For me it comes across as “I forgive you for not sharing my loony beliefs”.

Okay, “Dih-vah-lee” or “Dih-wah-lee?” I’ve heard it both ways and chalk it up to in some parts of India W is pronounced like V, same as in Germany.

According to the wiki thing,The name “Diwali” or “Divali” is a contraction of deepavali which translates into “row of lamps”.

The article states that the English pronunciation is “diwali”, but it appears to be an artifact of the German transliteration, the proper subcontinental pronunciation should be with a “v” sound (or perhaps it is a consonant that sounds like a blend of v & w).

No, I am mistaken, according to the wiki thing on Devanagari, one letter is used for both v and w (like the English double-duty letters “c” or “g”),
*
‘v’ and ‘w’ are both allophones of the single letter ‘व’ in Hindi Devanagari. More specifically … rules apply on whether ‘व’ is pronounced as ‘v’ or ‘w’ depending on context. Native Hindi speakers pronounce ‘व’ as ‘v’ in vrat (‘व्रत’, fast) and ‘w’ in pakvān (‘पकवान’, food dish), perceiving them as a single phoneme and without being aware of the allophone distinctions they are systematically making.*

Also, as far as i know, there is no diphtong in the last syllable of namaste, so you shouldn’t really pronounce it TAY. That would be like pronouncing the word “steady” like “Stay-dy”. Just like c’est la vie is not really pronounced saylavee but more like sellavee.

On second thought, scratch that. The TAY pronunciation is probably closer to the hindi [nəməsteː] than the short [e] in steady. And would you want to say it in hindi anyway? The american version is as others have said above

Having spent time in Nepal, I can say the Nepalis definitely say “na-mahs-tay.” IIRC, the syllables were stressed pretty evenly, but possibly there’s a slight accent on the second syllable, making it “na-MAHS-tay,” but ever so slight. Definitely no accent on the first syllable.

As to what namaste means, in Nepali it’s “hello” and “goodbye,” akin to the Hawaiian aloha. Sure, it’s probably become fashionable to give it a little poetic flare like “May the spirits be with you” or some such, but I think that’s pretty silly.

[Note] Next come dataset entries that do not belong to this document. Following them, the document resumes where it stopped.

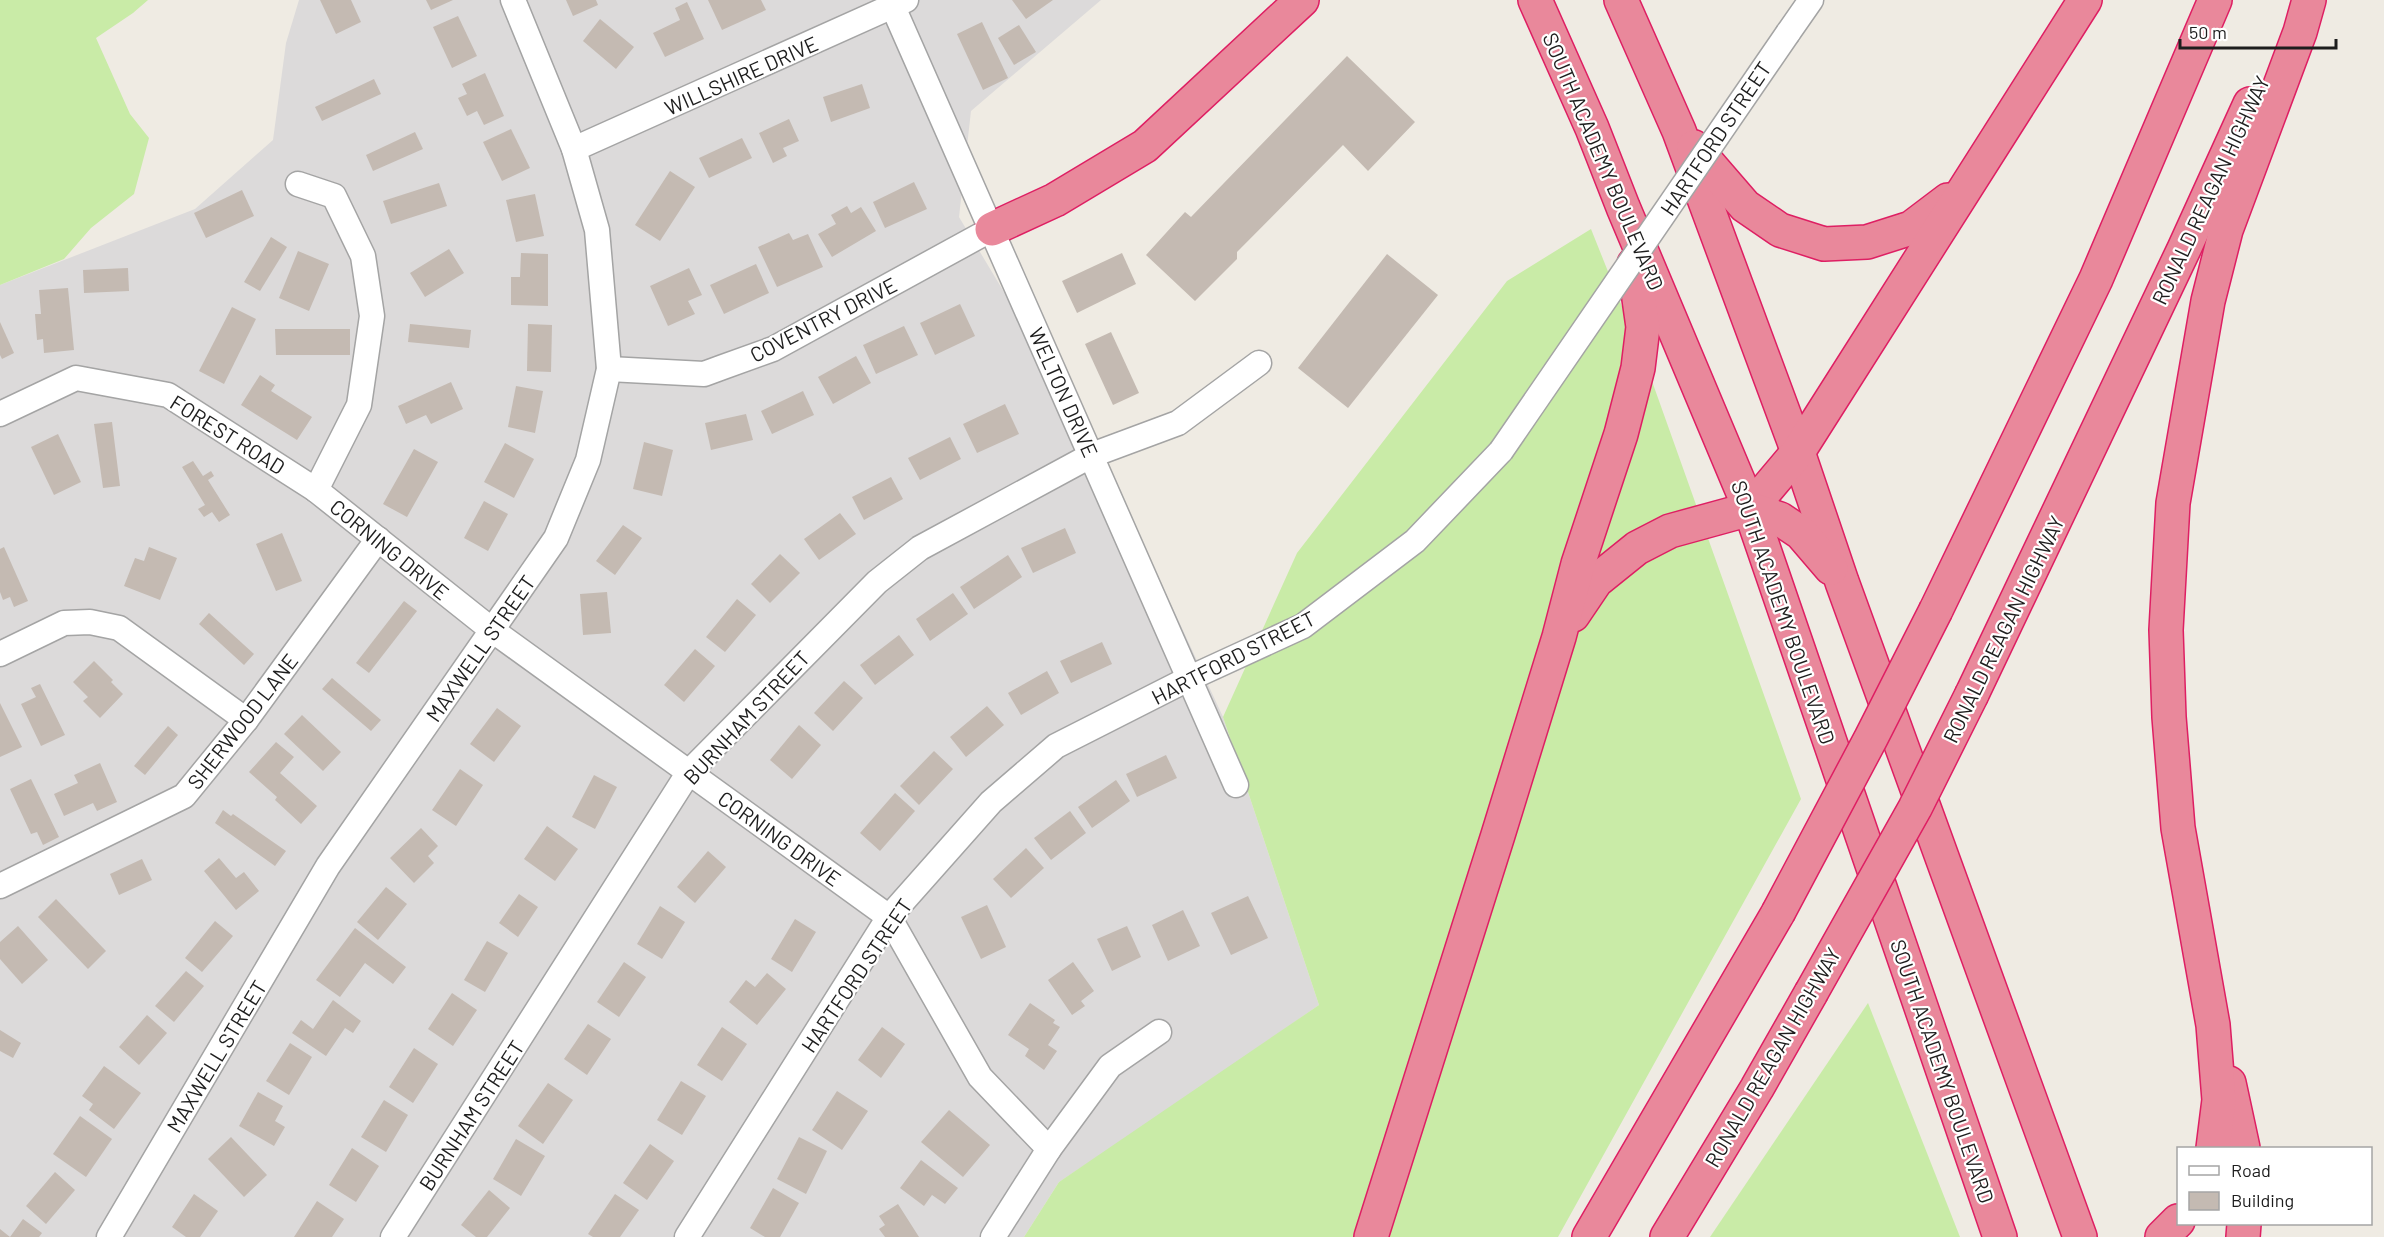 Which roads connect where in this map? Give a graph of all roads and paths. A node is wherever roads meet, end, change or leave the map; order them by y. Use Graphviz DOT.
graph roads {
  1 [pos="513,0"];
  2 [pos="1302,0"];
  3 [pos="1511,0"];
  4 [pos="1535,0"];
  5 [pos="1621,0"];
  6 [pos="1811,0"];
  7 [pos="2085,0"];
  8 [pos="2215,0"];
  9 [pos="2296,0"];
  10 [pos="2309,0"];
  11 [pos="897,2"];
  12 [pos="1631,15"];
  13 [pos="1592,128"];
  14 [pos="1679,131"];
  15 [pos="574,149"];
  16 [pos="298,184"];
  17 [pos="1964,188"];
  18 [pos="1623,207"];
  19 [pos="992,229"];
  20 [pos="1259,363"];
  21 [pos="609,369"];
  22 [pos="0,414"];
  23 [pos="1798,452"];
  24 [pos="1092,455"];
  25 [pos="316,490"];
  26 [pos="1750,509"];
  27 [pos="378,539"];
  28 [pos="1842,582"];
  29 [pos="492,630"];
  30 [pos="1559,637"];
  31 [pos="0,654"];
  32 [pos="1190,678"];
  33 [pos="246,720"];
  34 [pos="689,772"];
  35 [pos="1236,785"];
  36 [pos="0,886"];
  37 [pos="889,917"];
  38 [pos="2213,1025"];
  39 [pos="1159,1032"];
  40 [pos="2213,1147"];
  41 [pos="2243,1147"];
  42 [pos="1049,1149"];
  43 [pos="2177,1222"];
  44 [pos="109,1237"];
  45 [pos="393,1237"];
  46 [pos="687,1237"];
  47 [pos="993,1237"];
  48 [pos="1371,1237"];
  49 [pos="1589,1237"];
  50 [pos="1667,1237"];
  51 [pos="2000,1237"];
  52 [pos="2080,1237"];
  53 [pos="2162,1237"];
  1 -- 15 [label="street, MAXWELL STREET"];
  2 -- 19 [label="highway"];
  3 -- 13 [label="highway"];
  4 -- 13 [label="highway, SOUTH ACADEMY BOULEVARD"];
  5 -- 12 [label="highway"];
  6 -- 32 [label="street, HARTFORD STREET, bridge"];
  7 -- 17 [label="highway"];
  8 -- 49 [label="highway, bridge"];
  9 -- 50 [label="highway, RONALD REAGAN HIGHWAY, bridge"];
  10 -- 38 [label="highway"];
  11 -- 15 [label="street, WILLSHIRE DRIVE"];
  11 -- 19 [label="street, WELTON DRIVE"];
  12 -- 14 [label="highway"];
  13 -- 18 [label="highway, SOUTH ACADEMY BOULEVARD"];
  14 -- 17 [label="highway"];
  14 -- 23 [label="highway"];
  15 -- 21 [label="street, MAXWELL STREET"];
  16 -- 25 [label="street"];
  17 -- 23 [label="highway"];
  18 -- 26 [label="highway, SOUTH ACADEMY BOULEVARD"];
  18 -- 30 [label="highway"];
  19 -- 21 [label="street, COVENTRY DRIVE"];
  19 -- 24 [label="street, WELTON DRIVE"];
  20 -- 24 [label="street, BURNHAM STREET"];
  21 -- 29 [label="street, MAXWELL STREET"];
  22 -- 25 [label="street, FOREST ROAD"];
  23 -- 26 [label="highway"];
  23 -- 28 [label="highway"];
  24 -- 32 [label="street, WELTON DRIVE"];
  24 -- 34 [label="street, BURNHAM STREET"];
  25 -- 27 [label="street, CORNING DRIVE"];
  26 -- 28 [label="highway"];
  26 -- 30 [label="highway"];
  26 -- 51 [label="highway, SOUTH ACADEMY BOULEVARD"];
  27 -- 29 [label="street, CORNING DRIVE"];
  27 -- 33 [label="street, SHERWOOD LANE"];
  28 -- 52 [label="highway"];
  29 -- 34 [label="street, CORNING DRIVE"];
  29 -- 44 [label="street, MAXWELL STREET"];
  30 -- 48 [label="highway"];
  31 -- 33 [label="street"];
  32 -- 35 [label="street, WELTON DRIVE"];
  32 -- 37 [label="street, HARTFORD STREET"];
  33 -- 36 [label="street, SHERWOOD LANE"];
  34 -- 37 [label="street, CORNING DRIVE"];
  34 -- 45 [label="street, BURNHAM STREET"];
  37 -- 42 [label="street, CORNING DRIVE"];
  37 -- 46 [label="street, HARTFORD STREET"];
  38 -- 40 [label="highway"];
  38 -- 41 [label="highway"];
  39 -- 42 [label="street"];
  42 -- 47 [label="street"];
  43 -- 53 [label="highway"];
}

It means “I bow to you” in the same sense that “goodbye” means “May God be with you”; that is, etymologically, but nothing more.

Again, I don’t know how to interpret this. Are those first two vowels schwas? Or are they the vowel of “bra”? (Or something else?). It could be that there is regional variation in the pronunciation, but in my experience as an Indian (granted, a mere Indian-American, but I’ve heard the word plenty of times…), and according to the various dictionaries I’ve consulted just to make sure, the first two vowels are pronounced as schwas.

I get the impression that the articulation is similar to, say, the way Russian is spoken, in that the lesser-accented vowels tend to lose their color. In other words, the Hindi pronunciation would be like NAH-muh-ste(i), whereas the Nepali would be like nuh-MAH-ste(i).

Yeah, “silly”-- THAT’S the word for it.